Apache Bookkeeper —— SingleDirectoryDBLedgerStorage

主要成员变量

public class SingleDirectoryDbLedgerStorage implements CompactableLedgerStorage {

    // 实际存储数据的位置
    private final EntryLogger entryLogger;

    // -----------------
    // index 相关
    // -----------------
 
    // 记录fence,exist,masterKey等信息
    private final LedgerMetadataIndex ledgerIndex;
    // 关于位置的index
    private final EntryLocationIndex entryLocationIndex;
  
    // 临时的ledgerCache
    private final ConcurrentLongHashMap<TransientLedgerInfo> transientLedgerInfoCache;
  
    // -----------------
    // 写入相关
    // -----------------
  
  
    // 用来写入的memtable,2个互相swap
    private final StampedLock writeCacheRotationLock = new StampedLock();
    // Write cache where all new entries are inserted into
    protected volatile WriteCache writeCache;
    // Write cache that is used to swap with writeCache during flushes
    protected volatile WriteCache writeCacheBeingFlushed;
  

    // Cache where we insert entries for speculative reading
    private final ReadCache readCache;

  
    // checkpoint 相关
    private final CheckpointSource checkpointSource;
    private Checkpoint lastCheckpoint = Checkpoint.MIN;
}

主要作用

  1. 可以读写ledger,维护ledger的位置(index)
  2. 保存ledger相关的metadata
  3. 支持checkpoint

写入Entry

写入会直接写入到WriteCache里面,这里面使用了StampLock,将swap cache的操作进行了保护,StampLock是一个乐观读的读写锁,并发更高。
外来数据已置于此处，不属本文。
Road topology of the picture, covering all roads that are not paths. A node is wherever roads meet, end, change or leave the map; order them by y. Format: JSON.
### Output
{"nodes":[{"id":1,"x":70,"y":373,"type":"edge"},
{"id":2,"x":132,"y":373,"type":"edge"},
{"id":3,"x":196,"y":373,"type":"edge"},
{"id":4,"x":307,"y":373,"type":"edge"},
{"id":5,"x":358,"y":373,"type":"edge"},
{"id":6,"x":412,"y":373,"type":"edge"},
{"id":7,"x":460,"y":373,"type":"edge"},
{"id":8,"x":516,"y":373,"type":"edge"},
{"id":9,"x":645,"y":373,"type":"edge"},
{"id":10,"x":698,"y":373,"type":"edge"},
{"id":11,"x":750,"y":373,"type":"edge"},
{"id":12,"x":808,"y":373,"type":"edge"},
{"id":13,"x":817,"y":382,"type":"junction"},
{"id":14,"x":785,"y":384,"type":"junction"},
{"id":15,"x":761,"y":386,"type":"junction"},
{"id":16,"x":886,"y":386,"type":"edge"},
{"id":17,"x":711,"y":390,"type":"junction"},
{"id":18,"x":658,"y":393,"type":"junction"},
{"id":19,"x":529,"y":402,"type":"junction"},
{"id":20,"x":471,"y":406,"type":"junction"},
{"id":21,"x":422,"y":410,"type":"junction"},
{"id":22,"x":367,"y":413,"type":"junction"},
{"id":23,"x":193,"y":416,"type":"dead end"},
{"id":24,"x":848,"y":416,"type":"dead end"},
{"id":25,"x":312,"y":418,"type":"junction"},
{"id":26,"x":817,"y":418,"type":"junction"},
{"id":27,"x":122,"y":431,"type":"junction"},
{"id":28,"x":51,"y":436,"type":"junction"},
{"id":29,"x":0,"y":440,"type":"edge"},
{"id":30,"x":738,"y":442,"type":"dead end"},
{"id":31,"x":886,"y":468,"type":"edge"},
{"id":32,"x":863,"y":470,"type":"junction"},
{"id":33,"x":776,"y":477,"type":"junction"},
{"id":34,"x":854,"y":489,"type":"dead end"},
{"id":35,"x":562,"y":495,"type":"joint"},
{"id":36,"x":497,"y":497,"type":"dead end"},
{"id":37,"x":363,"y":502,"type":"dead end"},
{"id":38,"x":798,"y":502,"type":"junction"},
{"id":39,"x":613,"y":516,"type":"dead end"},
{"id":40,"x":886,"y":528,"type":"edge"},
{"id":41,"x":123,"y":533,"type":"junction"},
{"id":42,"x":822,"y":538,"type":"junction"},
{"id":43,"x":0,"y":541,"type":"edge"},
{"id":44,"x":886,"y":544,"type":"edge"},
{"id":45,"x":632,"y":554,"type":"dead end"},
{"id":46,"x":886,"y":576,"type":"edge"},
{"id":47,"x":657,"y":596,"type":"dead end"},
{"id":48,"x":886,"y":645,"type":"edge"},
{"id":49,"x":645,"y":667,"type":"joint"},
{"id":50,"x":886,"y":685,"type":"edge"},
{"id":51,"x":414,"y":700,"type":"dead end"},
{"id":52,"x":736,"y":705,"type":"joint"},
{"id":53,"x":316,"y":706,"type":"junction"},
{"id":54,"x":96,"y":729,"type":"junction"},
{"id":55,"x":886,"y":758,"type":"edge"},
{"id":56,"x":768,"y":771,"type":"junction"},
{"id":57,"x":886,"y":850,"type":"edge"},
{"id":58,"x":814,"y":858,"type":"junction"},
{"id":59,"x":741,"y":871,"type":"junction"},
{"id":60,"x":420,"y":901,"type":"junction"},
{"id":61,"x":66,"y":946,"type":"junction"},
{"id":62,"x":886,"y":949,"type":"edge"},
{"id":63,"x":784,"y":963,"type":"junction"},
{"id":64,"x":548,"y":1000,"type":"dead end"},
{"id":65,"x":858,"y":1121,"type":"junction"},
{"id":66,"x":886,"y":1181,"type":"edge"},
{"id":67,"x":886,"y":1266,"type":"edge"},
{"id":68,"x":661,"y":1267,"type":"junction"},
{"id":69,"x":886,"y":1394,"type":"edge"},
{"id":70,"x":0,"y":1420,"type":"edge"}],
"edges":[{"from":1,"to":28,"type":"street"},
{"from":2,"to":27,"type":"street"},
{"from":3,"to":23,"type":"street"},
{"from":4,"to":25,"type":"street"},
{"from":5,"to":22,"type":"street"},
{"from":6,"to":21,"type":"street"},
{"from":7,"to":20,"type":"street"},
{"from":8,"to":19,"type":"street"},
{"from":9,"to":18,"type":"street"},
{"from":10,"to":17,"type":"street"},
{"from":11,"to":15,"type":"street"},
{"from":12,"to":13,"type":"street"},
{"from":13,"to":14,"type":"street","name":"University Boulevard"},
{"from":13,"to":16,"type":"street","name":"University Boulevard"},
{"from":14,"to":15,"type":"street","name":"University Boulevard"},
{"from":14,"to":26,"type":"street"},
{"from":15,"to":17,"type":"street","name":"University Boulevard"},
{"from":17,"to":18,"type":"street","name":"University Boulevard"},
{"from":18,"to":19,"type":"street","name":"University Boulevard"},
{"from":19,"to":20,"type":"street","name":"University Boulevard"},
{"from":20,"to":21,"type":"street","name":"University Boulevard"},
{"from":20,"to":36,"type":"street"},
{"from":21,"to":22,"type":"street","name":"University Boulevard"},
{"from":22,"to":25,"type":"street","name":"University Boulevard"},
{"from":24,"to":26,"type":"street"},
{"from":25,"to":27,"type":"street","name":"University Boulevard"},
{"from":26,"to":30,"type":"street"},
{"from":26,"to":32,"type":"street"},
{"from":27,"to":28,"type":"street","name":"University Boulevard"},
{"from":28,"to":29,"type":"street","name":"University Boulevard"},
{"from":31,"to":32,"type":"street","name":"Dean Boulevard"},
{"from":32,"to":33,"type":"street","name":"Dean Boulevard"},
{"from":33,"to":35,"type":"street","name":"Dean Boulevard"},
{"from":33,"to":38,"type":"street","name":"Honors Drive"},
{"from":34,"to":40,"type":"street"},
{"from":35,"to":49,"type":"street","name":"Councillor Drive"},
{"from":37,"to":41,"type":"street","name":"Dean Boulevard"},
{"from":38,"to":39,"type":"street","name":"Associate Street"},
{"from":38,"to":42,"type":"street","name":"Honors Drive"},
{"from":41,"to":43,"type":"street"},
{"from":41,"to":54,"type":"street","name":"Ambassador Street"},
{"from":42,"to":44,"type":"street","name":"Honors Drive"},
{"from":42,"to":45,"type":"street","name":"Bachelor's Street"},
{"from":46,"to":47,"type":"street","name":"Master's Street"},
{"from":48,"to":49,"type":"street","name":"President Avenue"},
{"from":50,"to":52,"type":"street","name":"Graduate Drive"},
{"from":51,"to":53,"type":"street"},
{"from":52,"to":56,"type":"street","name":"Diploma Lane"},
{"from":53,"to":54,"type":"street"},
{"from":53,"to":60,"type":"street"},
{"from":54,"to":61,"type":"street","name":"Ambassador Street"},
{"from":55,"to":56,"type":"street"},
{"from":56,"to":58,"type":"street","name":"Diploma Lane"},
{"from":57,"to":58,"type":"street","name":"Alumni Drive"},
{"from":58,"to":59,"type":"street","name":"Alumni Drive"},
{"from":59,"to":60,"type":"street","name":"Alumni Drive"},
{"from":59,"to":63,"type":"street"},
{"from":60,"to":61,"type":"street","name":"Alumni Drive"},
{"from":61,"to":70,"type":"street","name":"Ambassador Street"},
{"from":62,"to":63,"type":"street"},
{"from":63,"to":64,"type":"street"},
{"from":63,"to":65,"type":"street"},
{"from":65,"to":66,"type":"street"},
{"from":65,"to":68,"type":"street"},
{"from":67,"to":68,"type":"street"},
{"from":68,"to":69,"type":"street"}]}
public long addEntry(ByteBuf entry) throws IOException, BookieException {
        long startTime = MathUtils.nowInNano();

        long ledgerId = entry.getLong(entry.readerIndex());
        long entryId = entry.getLong(entry.readerIndex() + 8);
        long lac = entry.getLong(entry.readerIndex() + 16);

        // 这里的模板是StampLock乐观读取的通用模板
        // 相对的互斥操作实际上是swap cache的操作
  
        // First we try to do an optimistic locking to get access to the current write cache.
        // This is based on the fact that the write cache is only being rotated (swapped) every 1 minute. During the
        // rest of the time, we can have multiple thread using the optimistic lock here without interfering.
       
        // 乐观读锁
        long stamp = writeCacheRotationLock.tryOptimisticRead();
        boolean inserted = false;

        inserted = writeCache.put(ledgerId, entryId, entry);
        // 如果插入过程中发生了cache swap 则再次插入
        if (!writeCacheRotationLock.validate(stamp)) {
            // The write cache was rotated while we were inserting. We need to acquire the proper read lock and repeat
            // the operation because we might have inserted in a write cache that was already being flushed and cleared,
            // without being sure about this last entry being flushed or not.
          
            // 说明插入到被swap的那个cache里面了
            // 如果insert是true TODO
            // 如果是false的话没啥影响
            stamp = writeCacheRotationLock.readLock();
            try {
                inserted = writeCache.put(ledgerId, entryId, entry);
            } finally {
                writeCacheRotationLock.unlockRead(stamp);
            }
        }

        // 如果这里写入到writeCache失败的话,触发Flush WriteCache
        // 走到这里说明可能2个buffer都满了?
        if (!inserted) {
            triggerFlushAndAddEntry(ledgerId, entryId, entry);
        }

        // 更新LAC的缓存
        // after successfully insert the entry, update LAC and notify the watchers
        updateCachedLacIfNeeded(ledgerId, lac);
  
        return entryId;
}

writeCache满了,触发flush的流程

这里的逻辑比较容易,一直不断循环插入到writeCache 里面,如果超时的话就跳出循环标记,这个写入失败。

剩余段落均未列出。